Let’s face it– even if you are a working military spouse and have plenty of friends in your community, the military plays a huge role in your family’s life. That’s why whether you are new to the military or a seasoned spouse, rather than aimlessly bouncing around from one duty station to the next, you ought to chart a plan for your family to set yourself and your loved ones on a course for success.
Choose Duty Stations Carefully
You don’t always have control over where Uncle Sam sends you. But most branches of service let you make a “dream list” of duty stations where you might like to be sent. Or perhaps you know, based on your spouse’s military job, that there are certain places where you are more likely to get stationed. In any case, when filling out your list of possible future installations, make wise, or at least thoughtful choices.

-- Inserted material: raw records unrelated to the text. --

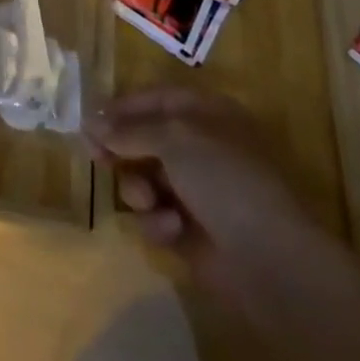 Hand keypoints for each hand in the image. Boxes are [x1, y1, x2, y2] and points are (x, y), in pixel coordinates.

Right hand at [85, 87, 321, 313]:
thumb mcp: (173, 138)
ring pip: (145, 180)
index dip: (121, 107)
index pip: (154, 99)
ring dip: (139, 189)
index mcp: (205, 114)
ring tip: (148, 201)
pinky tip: (172, 230)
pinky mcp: (192, 232)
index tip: (88, 120)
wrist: (271, 261)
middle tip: (96, 159)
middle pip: (145, 140)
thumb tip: (90, 121)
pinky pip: (157, 217)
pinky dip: (159, 222)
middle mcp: (200, 148)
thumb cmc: (224, 179)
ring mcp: (197, 192)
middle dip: (122, 150)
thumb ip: (128, 129) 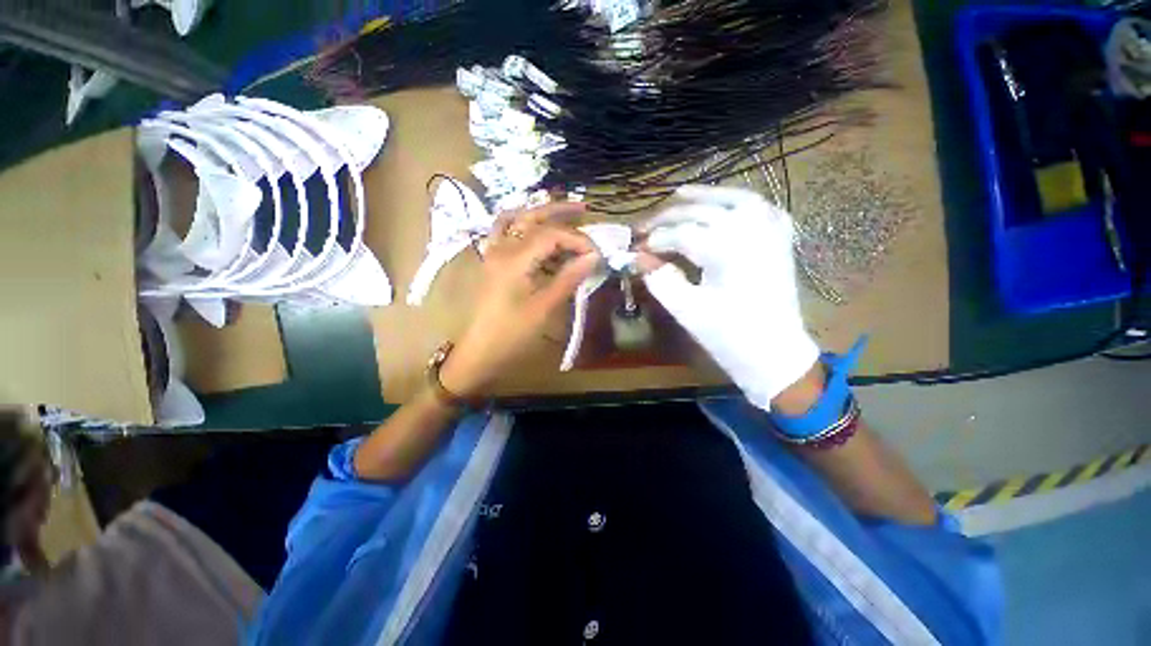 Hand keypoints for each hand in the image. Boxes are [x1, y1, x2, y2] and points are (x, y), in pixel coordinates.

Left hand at [440, 202, 600, 397]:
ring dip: (541, 214)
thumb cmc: (513, 333)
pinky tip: (536, 231)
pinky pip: (504, 232)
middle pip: (531, 217)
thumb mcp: (545, 307)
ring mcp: (494, 253)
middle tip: (584, 209)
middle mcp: (501, 248)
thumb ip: (569, 278)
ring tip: (565, 216)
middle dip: (559, 211)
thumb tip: (593, 257)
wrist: (480, 350)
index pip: (551, 235)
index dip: (577, 239)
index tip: (596, 253)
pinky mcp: (493, 262)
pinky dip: (522, 225)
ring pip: (517, 220)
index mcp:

Sure, Hawaii sounds great, but can you get a job there? Is the cost of living too high? D.C. might be good for your career, but will your BAH (Basic Allowance for Housing) cover your rent if you have to live off-post? How are the local schools? Some duty stations may be gorgeous (Alaska) but remote.
Hint: Research the quality of local schools on Great Schools. Many states also give their school report cards based on testing and other performance standards. For example, here is one for the state of Virginia. You can look up local housing costs on sites like Zillow. Look up your BAH rate by ZIP code so you have an idea of what you will have to spend.
Look at the Big Picture
Yes, in a perfect world, you are stationed near your family, your spouse is never deployed and you are living in a great community with a fabulous job market and awesome schools. The reality is that not every military installation is in an ideal place. And with the military going through some serious downsizing, sometimes military families have to make tough decisions and sacrifices.
Talk it over with your spouse and make a choice as a couple. It might make good career sense for the service member to volunteer for a short deployment or a remote assignment. There are times when the military member will have to take a “hard” assignment with long hours or is far away from loved ones.
With retention boards going on in all branches and among both the officer and the NCO corps, if you want to stay in the military, career planning has to be part of the family strategy.
Just remember that there are no guarantees in life and especially in the military. I’m thinking back a few years to my husband’s year-long deployment followed by a 9-month remote TDY assignment, followed by, yes, another year-long deployment. Just because you “pay your dues” doesn’t mean you always get rewarded, unfortunately.
Know Your Timeline
It can be important to keep your family timeline in sync with your career. Overseas assignments sound alluring, but they may not be the best choice if the service member is going to be retiring from there and looking for a job stateside.
In our situation, we knew we wanted another European assignment, but we wanted our kids to be old enough to appreciate the experience, so we waited to put Germany on our “dream sheet” until our kids were in the second and fourth grade.
Talk it over with your spouse and make a choice as a couple.
If your child’s high school experience is a big priority, you may want to try and map out a particular duty station during that time frame. Several branches allow service members to request “stabilization” for dependents who are going to be seniors in high school, but requests must be made by the beginning of the junior year.
While military families are often at the mercy of the “needs of the government” with some planning, you can have some say in your spouse’s career progression, your career and your family’s well-being.
Do you feel as though you are aimlessly bouncing around from one duty station to the next one? What’s your plan for success?